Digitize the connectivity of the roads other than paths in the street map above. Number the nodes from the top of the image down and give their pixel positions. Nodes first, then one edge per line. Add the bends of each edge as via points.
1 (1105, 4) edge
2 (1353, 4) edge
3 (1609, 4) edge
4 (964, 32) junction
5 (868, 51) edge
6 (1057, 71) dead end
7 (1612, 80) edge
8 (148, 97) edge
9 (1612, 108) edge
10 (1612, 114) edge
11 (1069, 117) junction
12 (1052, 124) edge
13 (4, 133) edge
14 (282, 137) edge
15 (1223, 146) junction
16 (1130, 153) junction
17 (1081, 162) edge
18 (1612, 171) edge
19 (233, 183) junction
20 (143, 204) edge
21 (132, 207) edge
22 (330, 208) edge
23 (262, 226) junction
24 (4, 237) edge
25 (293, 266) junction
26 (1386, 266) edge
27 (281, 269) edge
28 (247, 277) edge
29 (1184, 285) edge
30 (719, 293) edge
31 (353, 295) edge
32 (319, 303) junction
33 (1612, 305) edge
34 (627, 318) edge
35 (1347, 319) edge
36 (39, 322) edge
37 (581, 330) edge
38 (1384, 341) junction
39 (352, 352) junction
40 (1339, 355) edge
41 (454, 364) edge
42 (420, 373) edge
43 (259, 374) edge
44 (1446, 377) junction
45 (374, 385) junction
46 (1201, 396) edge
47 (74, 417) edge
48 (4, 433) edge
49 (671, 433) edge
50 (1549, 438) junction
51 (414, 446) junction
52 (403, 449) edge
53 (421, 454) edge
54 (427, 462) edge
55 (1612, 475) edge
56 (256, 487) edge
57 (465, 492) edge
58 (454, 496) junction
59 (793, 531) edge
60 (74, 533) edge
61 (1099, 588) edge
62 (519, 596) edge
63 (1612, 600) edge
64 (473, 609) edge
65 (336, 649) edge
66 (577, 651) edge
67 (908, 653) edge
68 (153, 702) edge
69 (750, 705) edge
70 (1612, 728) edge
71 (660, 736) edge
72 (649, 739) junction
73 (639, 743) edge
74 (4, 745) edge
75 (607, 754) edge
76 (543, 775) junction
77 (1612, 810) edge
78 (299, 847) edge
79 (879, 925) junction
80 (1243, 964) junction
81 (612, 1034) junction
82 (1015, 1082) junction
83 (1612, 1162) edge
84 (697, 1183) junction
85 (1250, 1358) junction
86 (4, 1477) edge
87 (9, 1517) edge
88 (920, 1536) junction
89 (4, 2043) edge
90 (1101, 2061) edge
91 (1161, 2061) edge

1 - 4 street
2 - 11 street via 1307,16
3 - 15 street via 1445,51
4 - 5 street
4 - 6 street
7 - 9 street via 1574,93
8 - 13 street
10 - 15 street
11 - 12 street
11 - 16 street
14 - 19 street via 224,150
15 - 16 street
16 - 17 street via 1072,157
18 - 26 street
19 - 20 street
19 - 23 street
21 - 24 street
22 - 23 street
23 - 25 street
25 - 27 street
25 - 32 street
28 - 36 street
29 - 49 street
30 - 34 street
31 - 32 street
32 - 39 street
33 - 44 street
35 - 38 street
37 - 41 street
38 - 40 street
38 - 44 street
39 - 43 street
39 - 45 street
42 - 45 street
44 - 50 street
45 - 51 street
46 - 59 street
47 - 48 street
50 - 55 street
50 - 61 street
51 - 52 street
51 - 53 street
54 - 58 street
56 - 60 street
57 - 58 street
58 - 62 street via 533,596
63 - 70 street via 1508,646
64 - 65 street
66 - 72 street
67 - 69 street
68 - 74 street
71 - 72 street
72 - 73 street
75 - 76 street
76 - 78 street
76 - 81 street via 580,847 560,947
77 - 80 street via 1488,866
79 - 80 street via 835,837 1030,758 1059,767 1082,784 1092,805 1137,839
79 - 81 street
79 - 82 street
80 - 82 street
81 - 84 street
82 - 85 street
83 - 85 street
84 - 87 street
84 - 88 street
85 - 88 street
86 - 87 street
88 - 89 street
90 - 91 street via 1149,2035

══════

» Exercise aim:
Reproduce every line above. Keep it exact.

» Reply:
Digitize the connectivity of the roads other than paths in the street map above. Number the nodes from the top of the image down and give their pixel positions. Nodes first, then one edge per line. Add the bends of each edge as via points.
1 (1105, 4) edge
2 (1353, 4) edge
3 (1609, 4) edge
4 (964, 32) junction
5 (868, 51) edge
6 (1057, 71) dead end
7 (1612, 80) edge
8 (148, 97) edge
9 (1612, 108) edge
10 (1612, 114) edge
11 (1069, 117) junction
12 (1052, 124) edge
13 (4, 133) edge
14 (282, 137) edge
15 (1223, 146) junction
16 (1130, 153) junction
17 (1081, 162) edge
18 (1612, 171) edge
19 (233, 183) junction
20 (143, 204) edge
21 (132, 207) edge
22 (330, 208) edge
23 (262, 226) junction
24 (4, 237) edge
25 (293, 266) junction
26 (1386, 266) edge
27 (281, 269) edge
28 (247, 277) edge
29 (1184, 285) edge
30 (719, 293) edge
31 (353, 295) edge
32 (319, 303) junction
33 (1612, 305) edge
34 (627, 318) edge
35 (1347, 319) edge
36 (39, 322) edge
37 (581, 330) edge
38 (1384, 341) junction
39 (352, 352) junction
40 (1339, 355) edge
41 (454, 364) edge
42 (420, 373) edge
43 (259, 374) edge
44 (1446, 377) junction
45 (374, 385) junction
46 (1201, 396) edge
47 (74, 417) edge
48 (4, 433) edge
49 (671, 433) edge
50 (1549, 438) junction
51 (414, 446) junction
52 (403, 449) edge
53 (421, 454) edge
54 (427, 462) edge
55 (1612, 475) edge
56 (256, 487) edge
57 (465, 492) edge
58 (454, 496) junction
59 (793, 531) edge
60 (74, 533) edge
61 (1099, 588) edge
62 (519, 596) edge
63 (1612, 600) edge
64 (473, 609) edge
65 (336, 649) edge
66 (577, 651) edge
67 (908, 653) edge
68 (153, 702) edge
69 (750, 705) edge
70 (1612, 728) edge
71 (660, 736) edge
72 (649, 739) junction
73 (639, 743) edge
74 (4, 745) edge
75 (607, 754) edge
76 (543, 775) junction
77 (1612, 810) edge
78 (299, 847) edge
79 (879, 925) junction
80 (1243, 964) junction
81 (612, 1034) junction
82 (1015, 1082) junction
83 (1612, 1162) edge
84 (697, 1183) junction
85 (1250, 1358) junction
86 (4, 1477) edge
87 (9, 1517) edge
88 (920, 1536) junction
89 (4, 2043) edge
90 (1101, 2061) edge
91 (1161, 2061) edge

1 - 4 street
2 - 11 street via 1307,16
3 - 15 street via 1445,51
4 - 5 street
4 - 6 street
7 - 9 street via 1574,93
8 - 13 street
10 - 15 street
11 - 12 street
11 - 16 street
14 - 19 street via 224,150
15 - 16 street
16 - 17 street via 1072,157
18 - 26 street
19 - 20 street
19 - 23 street
21 - 24 street
22 - 23 street
23 - 25 street
25 - 27 street
25 - 32 street
28 - 36 street
29 - 49 street
30 - 34 street
31 - 32 street
32 - 39 street
33 - 44 street
35 - 38 street
37 - 41 street
38 - 40 street
38 - 44 street
39 - 43 street
39 - 45 street
42 - 45 street
44 - 50 street
45 - 51 street
46 - 59 street
47 - 48 street
50 - 55 street
50 - 61 street
51 - 52 street
51 - 53 street
54 - 58 street
56 - 60 street
57 - 58 street
58 - 62 street via 533,596
63 - 70 street via 1508,646
64 - 65 street
66 - 72 street
67 - 69 street
68 - 74 street
71 - 72 street
72 - 73 street
75 - 76 street
76 - 78 street
76 - 81 street via 580,847 560,947
77 - 80 street via 1488,866
79 - 80 street via 835,837 1030,758 1059,767 1082,784 1092,805 1137,839
79 - 81 street
79 - 82 street
80 - 82 street
81 - 84 street
82 - 85 street
83 - 85 street
84 - 87 street
84 - 88 street
85 - 88 street
86 - 87 street
88 - 89 street
90 - 91 street via 1149,2035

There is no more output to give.